É curioso verificar que em nenhum destes textos existe qualquer “predicção do futuro”. Porém, para o comum dos mortais, ‘profeta’ é alguém que é capaz de prever o futuro, alguém que adivinha o porvir. Profeta é uma palavra que advém de ‘phemi’, ‘dizer’. Mas, o advérbio ‘pró’ que o precede não significa ‘antes’ (no sentido temporal; ‘antes que ocorra’), mas no sentido de ‘em vez de’ (‘na vez de outro’). É um ‘pró’ substitutivo, como acontece em pronome, procurador, proconsul, etc. Portanto profeta é «alquele que fala em vez doutro», neste caso, «fala na vez de Deus», «fala por Deus», é Deus que fala na fala humana!

Isto é determinante!
A relevância teológica dos profetas de Israel não está no conteúdo das suas denúncias, mas pelo facto de serem feitas em nome de Deus! Recordemos os famosos estribilhos: «palavra de Deus», «oráculo do Senhor», «assim disse o Senhor», etc. (das 230 vezes que estes estribilhos aparecem na Bíblia, em 221 vezes surgem nos livros proféticos)
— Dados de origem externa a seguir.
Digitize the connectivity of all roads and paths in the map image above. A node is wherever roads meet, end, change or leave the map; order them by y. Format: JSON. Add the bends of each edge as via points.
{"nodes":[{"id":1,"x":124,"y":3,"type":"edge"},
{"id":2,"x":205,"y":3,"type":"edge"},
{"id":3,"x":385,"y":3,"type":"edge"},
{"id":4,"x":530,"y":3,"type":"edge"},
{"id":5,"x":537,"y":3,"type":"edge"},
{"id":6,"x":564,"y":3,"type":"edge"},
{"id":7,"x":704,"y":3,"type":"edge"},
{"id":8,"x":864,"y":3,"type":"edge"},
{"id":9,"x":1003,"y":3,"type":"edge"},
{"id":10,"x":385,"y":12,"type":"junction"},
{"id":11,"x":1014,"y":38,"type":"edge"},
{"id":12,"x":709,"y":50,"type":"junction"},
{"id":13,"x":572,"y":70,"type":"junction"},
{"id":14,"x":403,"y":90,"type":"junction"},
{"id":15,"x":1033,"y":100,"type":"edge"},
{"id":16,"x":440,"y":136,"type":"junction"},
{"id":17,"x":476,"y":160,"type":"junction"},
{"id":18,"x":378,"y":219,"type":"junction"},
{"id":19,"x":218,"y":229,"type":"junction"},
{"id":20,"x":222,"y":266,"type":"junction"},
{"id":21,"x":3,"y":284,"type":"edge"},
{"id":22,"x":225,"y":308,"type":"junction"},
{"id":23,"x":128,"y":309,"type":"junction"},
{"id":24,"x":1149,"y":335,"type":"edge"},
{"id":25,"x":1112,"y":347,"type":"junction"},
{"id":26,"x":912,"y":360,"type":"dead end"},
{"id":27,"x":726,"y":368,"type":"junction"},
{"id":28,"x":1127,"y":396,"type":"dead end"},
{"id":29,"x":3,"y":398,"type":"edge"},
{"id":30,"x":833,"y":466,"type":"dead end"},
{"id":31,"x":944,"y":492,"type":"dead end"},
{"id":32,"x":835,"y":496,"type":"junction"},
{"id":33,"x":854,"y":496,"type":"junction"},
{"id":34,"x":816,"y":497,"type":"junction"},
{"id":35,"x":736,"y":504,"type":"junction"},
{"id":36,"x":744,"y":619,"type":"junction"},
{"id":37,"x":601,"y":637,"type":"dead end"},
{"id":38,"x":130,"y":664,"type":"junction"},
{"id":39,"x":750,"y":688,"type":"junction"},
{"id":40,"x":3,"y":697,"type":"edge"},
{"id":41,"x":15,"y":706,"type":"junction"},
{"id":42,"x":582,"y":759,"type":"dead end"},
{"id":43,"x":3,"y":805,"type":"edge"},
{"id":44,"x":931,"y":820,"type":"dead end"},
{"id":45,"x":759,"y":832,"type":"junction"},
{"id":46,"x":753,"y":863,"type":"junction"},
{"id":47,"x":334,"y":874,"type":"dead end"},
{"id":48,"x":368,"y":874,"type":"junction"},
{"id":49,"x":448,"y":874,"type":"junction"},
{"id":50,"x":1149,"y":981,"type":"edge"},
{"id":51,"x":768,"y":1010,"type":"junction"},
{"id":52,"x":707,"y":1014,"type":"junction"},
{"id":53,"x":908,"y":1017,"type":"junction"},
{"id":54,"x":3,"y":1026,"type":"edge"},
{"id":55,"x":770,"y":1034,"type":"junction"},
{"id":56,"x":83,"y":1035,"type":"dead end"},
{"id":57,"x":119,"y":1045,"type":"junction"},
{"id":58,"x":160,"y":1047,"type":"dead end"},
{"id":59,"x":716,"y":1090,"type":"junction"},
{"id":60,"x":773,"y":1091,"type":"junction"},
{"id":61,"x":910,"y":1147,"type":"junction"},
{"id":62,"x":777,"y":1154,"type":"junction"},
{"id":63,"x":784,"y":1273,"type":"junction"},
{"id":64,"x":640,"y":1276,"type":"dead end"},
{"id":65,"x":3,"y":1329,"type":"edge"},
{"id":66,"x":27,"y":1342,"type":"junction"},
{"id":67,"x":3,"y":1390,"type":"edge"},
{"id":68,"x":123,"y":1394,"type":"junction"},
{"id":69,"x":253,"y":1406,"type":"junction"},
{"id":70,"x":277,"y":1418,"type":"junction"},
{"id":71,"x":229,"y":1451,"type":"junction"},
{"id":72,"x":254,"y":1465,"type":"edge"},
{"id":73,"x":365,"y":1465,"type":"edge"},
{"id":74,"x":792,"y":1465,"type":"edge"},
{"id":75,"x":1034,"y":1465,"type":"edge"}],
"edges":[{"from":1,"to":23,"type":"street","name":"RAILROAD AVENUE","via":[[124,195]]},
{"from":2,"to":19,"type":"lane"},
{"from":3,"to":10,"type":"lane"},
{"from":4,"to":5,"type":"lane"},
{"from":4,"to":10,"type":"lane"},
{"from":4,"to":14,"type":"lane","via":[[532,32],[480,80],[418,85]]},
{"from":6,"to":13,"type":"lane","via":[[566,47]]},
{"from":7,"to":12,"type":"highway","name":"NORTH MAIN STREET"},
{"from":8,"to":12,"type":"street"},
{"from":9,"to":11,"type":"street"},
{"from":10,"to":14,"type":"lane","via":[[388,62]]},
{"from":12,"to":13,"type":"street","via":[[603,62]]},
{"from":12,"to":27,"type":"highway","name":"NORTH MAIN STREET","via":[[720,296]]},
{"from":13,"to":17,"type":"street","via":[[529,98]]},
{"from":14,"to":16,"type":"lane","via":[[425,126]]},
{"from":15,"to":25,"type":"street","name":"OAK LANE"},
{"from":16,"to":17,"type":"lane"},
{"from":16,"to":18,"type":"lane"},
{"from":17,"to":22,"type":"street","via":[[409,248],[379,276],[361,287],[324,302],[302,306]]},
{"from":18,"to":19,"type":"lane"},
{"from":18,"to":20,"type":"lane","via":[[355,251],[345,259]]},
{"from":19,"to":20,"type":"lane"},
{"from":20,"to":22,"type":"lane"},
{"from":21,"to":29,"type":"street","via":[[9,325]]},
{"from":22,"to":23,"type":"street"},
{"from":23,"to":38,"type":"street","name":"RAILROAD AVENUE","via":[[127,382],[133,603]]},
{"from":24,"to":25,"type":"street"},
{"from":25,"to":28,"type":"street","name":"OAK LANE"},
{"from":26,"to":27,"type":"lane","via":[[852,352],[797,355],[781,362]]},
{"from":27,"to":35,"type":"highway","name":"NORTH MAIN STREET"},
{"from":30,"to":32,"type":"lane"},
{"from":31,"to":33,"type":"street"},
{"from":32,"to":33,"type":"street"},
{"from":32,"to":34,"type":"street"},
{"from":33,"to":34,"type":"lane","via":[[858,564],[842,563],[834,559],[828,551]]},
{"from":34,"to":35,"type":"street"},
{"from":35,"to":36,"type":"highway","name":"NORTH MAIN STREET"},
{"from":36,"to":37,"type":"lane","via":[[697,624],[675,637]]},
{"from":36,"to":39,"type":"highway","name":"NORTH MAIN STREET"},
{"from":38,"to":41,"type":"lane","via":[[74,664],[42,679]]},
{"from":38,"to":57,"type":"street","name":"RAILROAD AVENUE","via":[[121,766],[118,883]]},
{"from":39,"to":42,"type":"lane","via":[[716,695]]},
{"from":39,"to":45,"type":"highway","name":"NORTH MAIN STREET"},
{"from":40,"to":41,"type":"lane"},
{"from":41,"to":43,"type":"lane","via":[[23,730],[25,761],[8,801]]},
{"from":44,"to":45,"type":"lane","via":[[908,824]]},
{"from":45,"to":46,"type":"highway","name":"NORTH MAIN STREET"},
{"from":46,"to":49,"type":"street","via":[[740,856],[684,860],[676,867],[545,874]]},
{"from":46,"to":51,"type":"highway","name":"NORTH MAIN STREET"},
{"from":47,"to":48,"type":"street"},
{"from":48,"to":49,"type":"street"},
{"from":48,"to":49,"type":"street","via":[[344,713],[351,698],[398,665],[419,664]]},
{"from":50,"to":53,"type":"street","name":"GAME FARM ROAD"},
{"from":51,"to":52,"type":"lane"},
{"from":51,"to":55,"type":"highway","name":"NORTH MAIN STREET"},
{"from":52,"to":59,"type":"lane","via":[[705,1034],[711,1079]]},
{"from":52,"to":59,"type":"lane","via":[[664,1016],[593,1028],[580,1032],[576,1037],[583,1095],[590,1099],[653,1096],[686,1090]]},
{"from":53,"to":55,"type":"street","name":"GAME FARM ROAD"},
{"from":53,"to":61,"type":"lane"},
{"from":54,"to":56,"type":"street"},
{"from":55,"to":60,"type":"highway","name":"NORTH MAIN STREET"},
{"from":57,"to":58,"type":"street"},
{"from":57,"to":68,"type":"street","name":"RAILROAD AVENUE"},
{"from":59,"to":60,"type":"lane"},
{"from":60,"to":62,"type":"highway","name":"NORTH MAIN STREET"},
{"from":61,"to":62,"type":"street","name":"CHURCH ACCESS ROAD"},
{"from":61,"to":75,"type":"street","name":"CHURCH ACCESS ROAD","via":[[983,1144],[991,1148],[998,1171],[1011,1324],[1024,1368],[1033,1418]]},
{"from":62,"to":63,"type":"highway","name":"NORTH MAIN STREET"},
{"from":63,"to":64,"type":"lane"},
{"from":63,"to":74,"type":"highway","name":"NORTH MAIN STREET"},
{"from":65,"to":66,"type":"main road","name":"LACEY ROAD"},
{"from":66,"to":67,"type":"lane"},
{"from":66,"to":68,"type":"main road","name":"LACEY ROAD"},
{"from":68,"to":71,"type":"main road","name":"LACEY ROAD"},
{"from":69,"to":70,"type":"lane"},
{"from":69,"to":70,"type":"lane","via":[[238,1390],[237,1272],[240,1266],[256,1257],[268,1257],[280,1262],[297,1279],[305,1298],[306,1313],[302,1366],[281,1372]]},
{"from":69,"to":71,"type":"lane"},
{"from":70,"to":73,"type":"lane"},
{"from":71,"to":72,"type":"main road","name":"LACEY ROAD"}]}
«Existem reivindicações sociais fora do âmbito da Bíblia. O que nelas impressiona é que não se tratam propriamente de profetismo. Nem no autor egípcio das «Lamentações do camponês», nem em Hesíodo tal se atribui a inspiração profética. Essas lamentações e essas críticas emanam de reflexões e de experiências puramente humanas. Nelas, os deuses são invocados unicamente a título de testemunhas ou de árbitros. Não são os deuses os inspiradores da indignação e da rebeldia que, dentro das suas almas, os escritores e os poetas experimentam. (…) Na Antiguidade, a justiça sempre foi uma conquista do espírito laico, uma conquista da razão[André Neher, La esencia del profetismo, Sígueme, Salamanca 1975, p. 49]

O profeta não fala por iniciativa própria: antes de tudo, interiorizou a vontade divina. Deus disse a Ezequiel (3:10-11): «Filho de homem, todas as palavras que Eu te disser, guarda-as no teu coração, escuta-as com toda a atenção. Levanta-te e vai ter com os deportados, os teus compatriotas. Fala com eles e diz-lhes: ‘Assim fala o Senhor Deus’».

A Bíblia expressa esta assimilação da mensagem divina com o símbolo da logofagia. O que o profeta proclama não são opiniões suas. Primeiro, necessita de «comer» a palavra de Deus para a converter em substância própria: só depois disso é que pode falar. Ezequiel tinha que comer um rolo escrito: «Tu, porém, filho de homem, escuta o que te digo. Não sejas rebelde como aquela gente rebelde. Abre a boca e come o que te vou dar. (…) «Disse-me: «Filho de homem, come aquilo que te é apresentado, come este manuscrito e vai falar à casa de Israel.» [Ez 2:8;3:] Jeremias dizia o mesmo: «Quando eu encontrava as tuas palavras eu as devorava; as tuas palavras eram para mim pura delícia e a alegria do meu coração.» [Jer 15:16]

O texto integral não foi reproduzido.